■ **Exercise**: For each line below that holds "order", return the line as it stands.

---------- Data to examine

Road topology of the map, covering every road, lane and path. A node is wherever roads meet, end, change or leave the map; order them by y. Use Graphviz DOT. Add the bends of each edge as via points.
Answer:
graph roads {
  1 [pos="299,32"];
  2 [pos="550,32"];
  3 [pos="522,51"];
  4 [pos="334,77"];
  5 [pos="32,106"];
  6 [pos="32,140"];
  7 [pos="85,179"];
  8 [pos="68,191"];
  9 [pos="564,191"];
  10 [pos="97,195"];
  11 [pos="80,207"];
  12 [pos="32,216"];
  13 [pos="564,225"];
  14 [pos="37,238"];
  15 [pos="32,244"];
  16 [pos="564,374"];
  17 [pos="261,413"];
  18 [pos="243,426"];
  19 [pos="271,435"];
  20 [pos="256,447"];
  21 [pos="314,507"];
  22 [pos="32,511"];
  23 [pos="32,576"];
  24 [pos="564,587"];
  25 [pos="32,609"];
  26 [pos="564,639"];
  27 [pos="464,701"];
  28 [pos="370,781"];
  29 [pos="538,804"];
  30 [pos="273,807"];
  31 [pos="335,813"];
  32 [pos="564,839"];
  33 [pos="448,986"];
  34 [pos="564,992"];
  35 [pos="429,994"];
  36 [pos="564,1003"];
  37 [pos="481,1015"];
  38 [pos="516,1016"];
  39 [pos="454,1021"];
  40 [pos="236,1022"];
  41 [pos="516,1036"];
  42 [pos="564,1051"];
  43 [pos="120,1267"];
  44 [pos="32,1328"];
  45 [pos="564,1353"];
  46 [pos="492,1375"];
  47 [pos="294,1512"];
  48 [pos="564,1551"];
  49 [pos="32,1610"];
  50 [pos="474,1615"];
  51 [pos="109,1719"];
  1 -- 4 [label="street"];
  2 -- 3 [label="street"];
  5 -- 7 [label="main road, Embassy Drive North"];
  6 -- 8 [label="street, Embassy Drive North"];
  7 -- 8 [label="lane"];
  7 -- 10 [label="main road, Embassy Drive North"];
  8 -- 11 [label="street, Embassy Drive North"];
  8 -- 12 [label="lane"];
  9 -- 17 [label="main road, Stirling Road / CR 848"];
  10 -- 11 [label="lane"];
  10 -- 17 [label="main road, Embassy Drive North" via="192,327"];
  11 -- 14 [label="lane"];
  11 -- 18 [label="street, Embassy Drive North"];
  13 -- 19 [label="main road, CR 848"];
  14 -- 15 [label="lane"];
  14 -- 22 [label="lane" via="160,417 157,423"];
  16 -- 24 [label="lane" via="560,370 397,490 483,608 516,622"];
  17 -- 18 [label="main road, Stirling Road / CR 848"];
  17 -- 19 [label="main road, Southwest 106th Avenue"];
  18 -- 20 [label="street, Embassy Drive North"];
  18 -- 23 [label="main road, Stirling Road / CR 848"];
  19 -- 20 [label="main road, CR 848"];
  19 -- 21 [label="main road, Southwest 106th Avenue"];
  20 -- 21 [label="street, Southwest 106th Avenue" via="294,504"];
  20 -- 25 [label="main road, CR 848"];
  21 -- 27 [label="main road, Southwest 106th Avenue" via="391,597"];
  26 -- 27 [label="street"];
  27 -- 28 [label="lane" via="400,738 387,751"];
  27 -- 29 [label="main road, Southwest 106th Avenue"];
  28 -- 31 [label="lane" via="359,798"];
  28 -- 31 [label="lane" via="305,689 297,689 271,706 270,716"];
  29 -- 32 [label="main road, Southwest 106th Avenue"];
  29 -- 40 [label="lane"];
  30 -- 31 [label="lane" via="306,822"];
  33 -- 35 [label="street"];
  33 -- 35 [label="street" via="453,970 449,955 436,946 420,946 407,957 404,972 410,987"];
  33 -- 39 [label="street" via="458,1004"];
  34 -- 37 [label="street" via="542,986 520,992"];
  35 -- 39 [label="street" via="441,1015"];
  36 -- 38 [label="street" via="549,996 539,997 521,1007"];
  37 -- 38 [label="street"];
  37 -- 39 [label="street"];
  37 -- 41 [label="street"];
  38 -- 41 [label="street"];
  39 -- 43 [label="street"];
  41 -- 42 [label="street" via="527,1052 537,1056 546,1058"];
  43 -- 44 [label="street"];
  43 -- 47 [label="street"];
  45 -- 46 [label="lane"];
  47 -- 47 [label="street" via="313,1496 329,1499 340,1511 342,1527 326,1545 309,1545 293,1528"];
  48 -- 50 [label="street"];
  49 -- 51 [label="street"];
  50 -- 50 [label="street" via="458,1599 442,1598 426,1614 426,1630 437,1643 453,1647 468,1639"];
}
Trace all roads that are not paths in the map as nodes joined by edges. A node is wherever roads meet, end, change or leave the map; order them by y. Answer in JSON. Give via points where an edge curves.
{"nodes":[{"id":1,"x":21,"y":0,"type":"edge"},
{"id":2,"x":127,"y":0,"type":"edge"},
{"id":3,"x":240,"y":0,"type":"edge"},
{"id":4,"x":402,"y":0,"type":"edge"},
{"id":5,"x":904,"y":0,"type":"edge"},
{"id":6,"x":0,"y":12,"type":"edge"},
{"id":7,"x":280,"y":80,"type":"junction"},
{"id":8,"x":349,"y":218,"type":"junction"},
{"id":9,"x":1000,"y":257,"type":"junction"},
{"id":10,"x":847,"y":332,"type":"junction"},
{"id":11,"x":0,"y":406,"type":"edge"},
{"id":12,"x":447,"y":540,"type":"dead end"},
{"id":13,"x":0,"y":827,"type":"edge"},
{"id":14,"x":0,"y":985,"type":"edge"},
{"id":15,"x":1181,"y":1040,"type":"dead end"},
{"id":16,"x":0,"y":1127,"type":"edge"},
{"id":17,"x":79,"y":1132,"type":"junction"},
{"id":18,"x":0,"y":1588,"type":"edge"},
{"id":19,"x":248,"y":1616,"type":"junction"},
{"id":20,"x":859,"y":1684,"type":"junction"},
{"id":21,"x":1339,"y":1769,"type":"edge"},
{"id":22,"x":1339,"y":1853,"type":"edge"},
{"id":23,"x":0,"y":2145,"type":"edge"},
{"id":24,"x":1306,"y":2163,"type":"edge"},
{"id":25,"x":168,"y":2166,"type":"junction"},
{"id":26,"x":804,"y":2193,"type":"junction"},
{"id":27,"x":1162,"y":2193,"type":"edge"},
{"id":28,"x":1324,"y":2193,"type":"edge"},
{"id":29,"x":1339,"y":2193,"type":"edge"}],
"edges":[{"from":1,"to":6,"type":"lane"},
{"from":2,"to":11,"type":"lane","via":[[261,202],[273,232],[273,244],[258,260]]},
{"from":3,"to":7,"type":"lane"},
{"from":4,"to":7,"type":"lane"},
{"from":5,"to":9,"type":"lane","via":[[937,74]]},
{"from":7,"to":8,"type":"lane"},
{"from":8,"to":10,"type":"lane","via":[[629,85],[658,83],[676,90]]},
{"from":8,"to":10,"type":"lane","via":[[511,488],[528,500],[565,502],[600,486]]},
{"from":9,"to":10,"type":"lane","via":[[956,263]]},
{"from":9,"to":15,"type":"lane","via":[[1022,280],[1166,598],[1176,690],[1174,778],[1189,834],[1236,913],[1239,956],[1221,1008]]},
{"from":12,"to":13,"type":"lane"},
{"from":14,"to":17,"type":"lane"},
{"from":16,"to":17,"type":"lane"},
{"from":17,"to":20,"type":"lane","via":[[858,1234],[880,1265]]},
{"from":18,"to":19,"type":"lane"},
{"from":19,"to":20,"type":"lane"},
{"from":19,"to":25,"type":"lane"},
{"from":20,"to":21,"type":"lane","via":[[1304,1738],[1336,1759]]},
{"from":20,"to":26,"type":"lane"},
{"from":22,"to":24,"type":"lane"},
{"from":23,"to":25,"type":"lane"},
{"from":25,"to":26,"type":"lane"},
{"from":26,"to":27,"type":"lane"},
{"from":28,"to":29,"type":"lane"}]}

--------------------

■ **Exercise result**:
Road topology of the map, covering every road, lane and path. A node is wherever roads meet, end, change or leave the map; order them by y. Use Graphviz DOT. Add the bends of each edge as via points.
Trace all roads that are not paths in the map as nodes joined by edges. A node is wherever roads meet, end, change or leave the map; order them by y. Answer in JSON. Give via points where an edge curves.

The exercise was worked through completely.